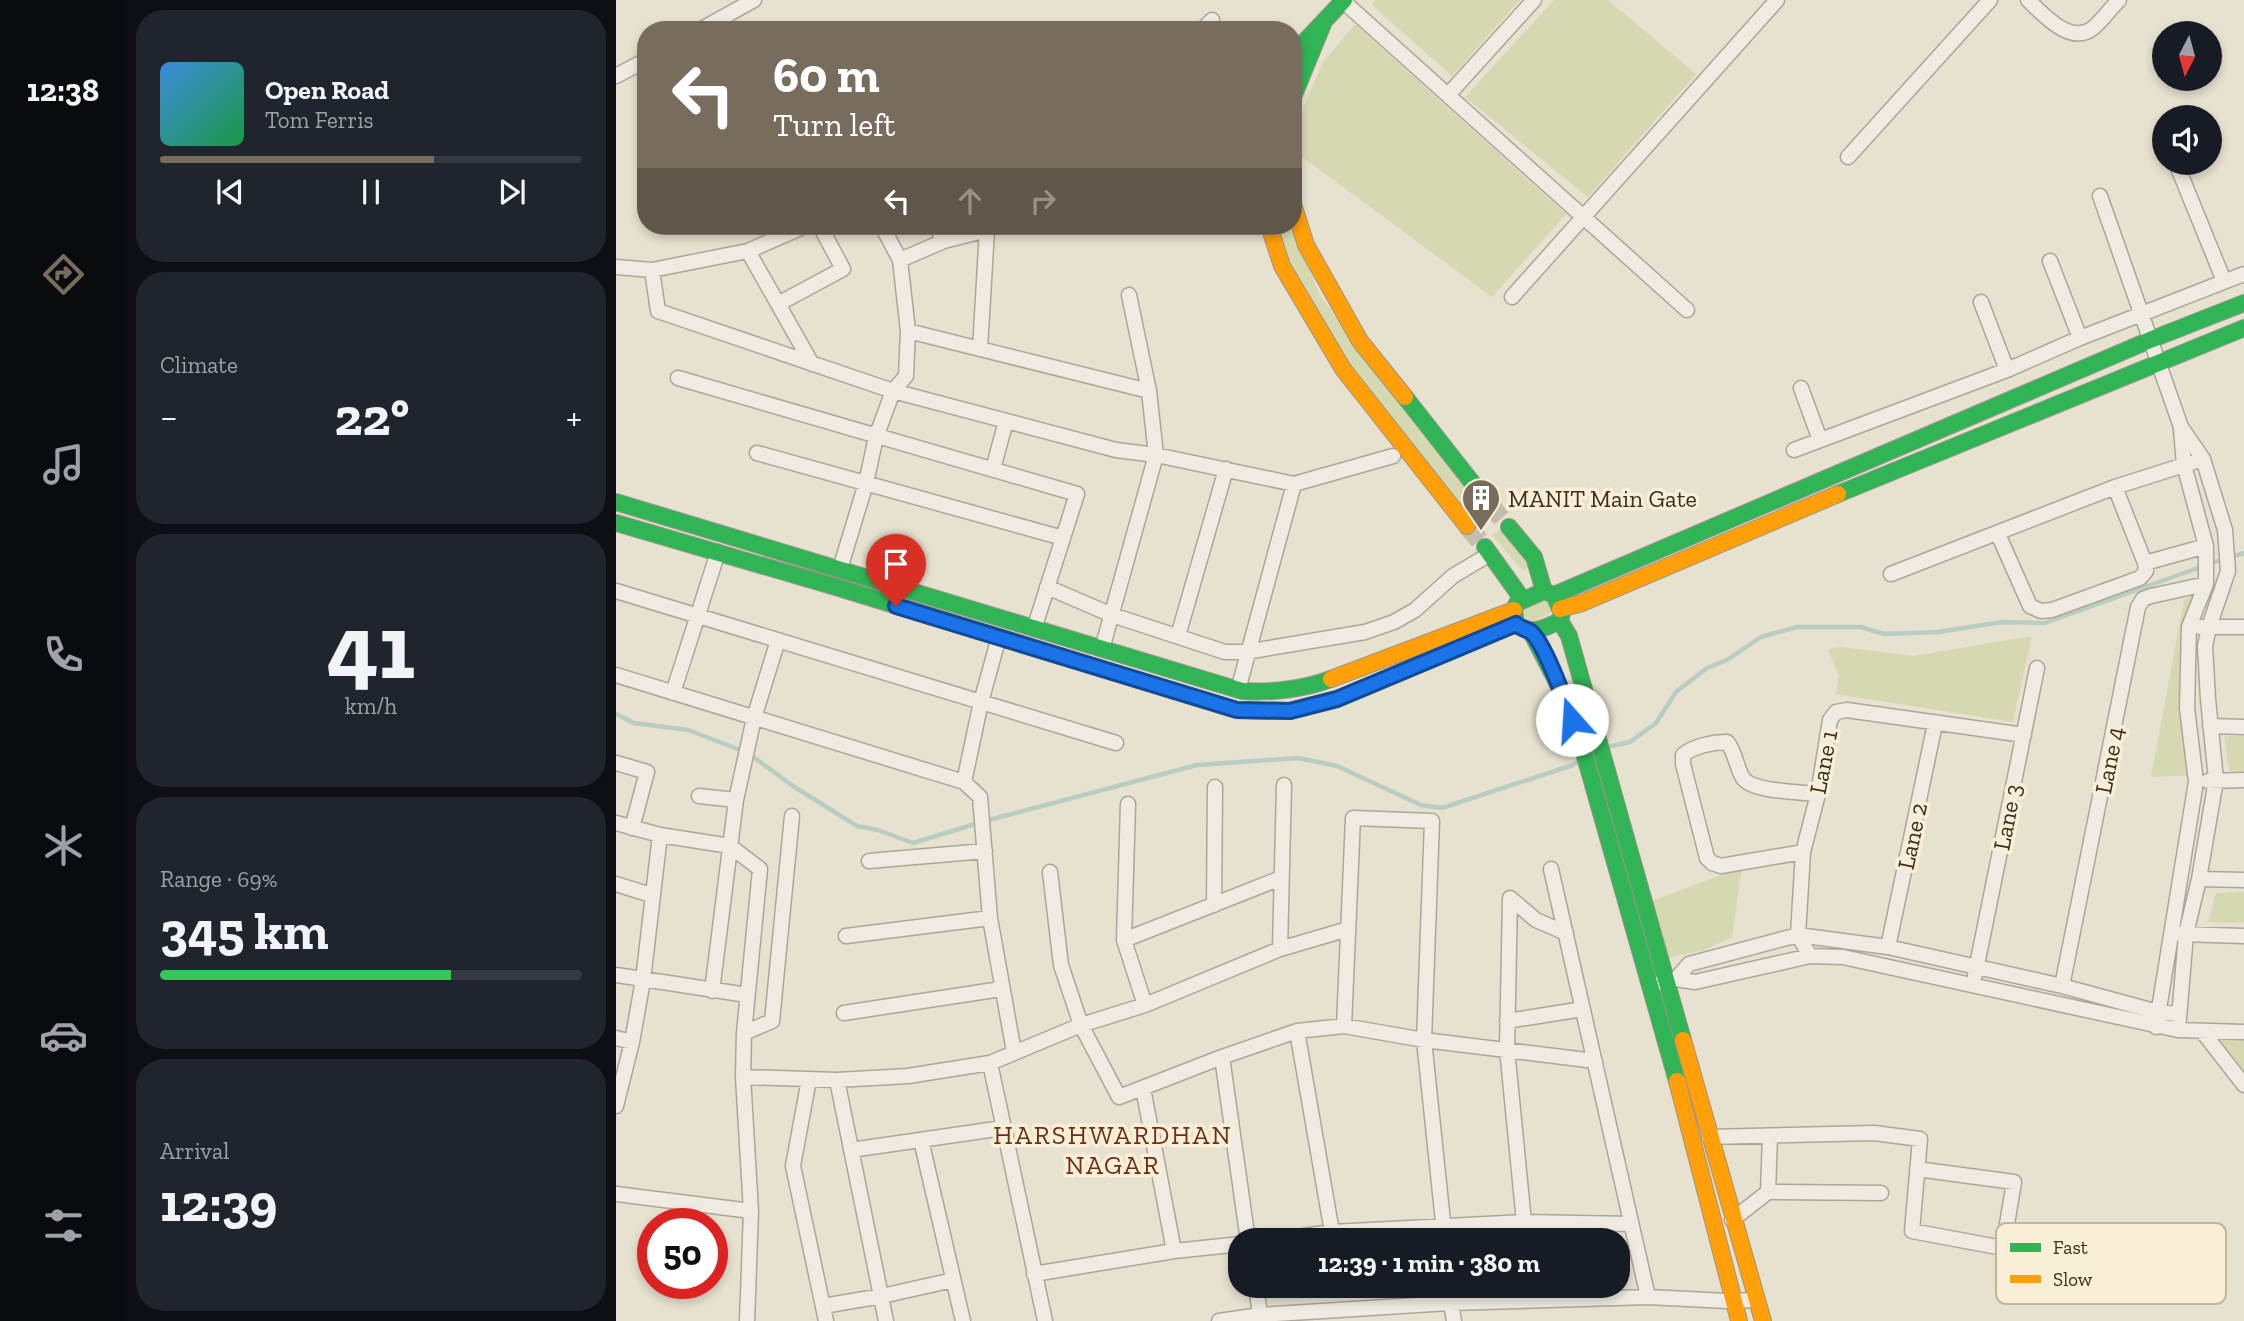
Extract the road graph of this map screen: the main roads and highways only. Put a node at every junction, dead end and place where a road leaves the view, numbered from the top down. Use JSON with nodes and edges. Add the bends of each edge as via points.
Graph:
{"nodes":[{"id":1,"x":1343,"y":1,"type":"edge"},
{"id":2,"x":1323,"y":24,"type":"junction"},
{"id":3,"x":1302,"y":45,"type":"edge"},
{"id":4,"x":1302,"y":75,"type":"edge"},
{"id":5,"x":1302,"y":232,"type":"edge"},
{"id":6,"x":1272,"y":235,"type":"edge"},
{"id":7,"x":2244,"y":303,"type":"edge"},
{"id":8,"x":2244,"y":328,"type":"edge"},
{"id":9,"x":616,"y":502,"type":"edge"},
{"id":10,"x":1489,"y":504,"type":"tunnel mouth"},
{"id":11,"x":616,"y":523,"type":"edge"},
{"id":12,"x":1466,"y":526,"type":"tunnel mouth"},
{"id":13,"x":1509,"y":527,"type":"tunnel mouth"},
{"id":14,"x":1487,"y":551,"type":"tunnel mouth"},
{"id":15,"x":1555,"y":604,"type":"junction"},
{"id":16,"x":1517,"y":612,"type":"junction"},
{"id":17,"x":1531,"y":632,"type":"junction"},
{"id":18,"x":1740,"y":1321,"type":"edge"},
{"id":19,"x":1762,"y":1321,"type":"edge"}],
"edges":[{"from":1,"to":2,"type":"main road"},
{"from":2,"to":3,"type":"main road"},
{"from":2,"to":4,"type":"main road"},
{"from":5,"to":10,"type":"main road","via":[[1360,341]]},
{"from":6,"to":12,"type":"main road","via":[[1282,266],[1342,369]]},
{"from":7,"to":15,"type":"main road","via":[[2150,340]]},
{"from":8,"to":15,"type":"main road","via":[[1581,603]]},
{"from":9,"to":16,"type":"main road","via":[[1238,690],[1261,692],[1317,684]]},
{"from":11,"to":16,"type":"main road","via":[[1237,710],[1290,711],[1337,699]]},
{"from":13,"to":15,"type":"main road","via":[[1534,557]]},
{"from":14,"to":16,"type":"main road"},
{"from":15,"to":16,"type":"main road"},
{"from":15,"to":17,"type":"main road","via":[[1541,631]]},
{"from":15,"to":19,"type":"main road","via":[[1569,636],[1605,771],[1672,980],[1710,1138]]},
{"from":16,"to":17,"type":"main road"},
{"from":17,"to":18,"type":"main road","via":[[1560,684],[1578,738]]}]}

EXERCISE OBJECTIVE: Check every line of the entries above, and copy those that carry the string "nodes".

SOLUTION:
Extract the road graph of this map screen: the main roads and highways only. Put a node at every junction, dead end and place where a road leaves the view, numbered from the top down. Use JSON with nodes and edges. Add the bends of each edge as via points.
{"nodes":[{"id":1,"x":1343,"y":1,"type":"edge"},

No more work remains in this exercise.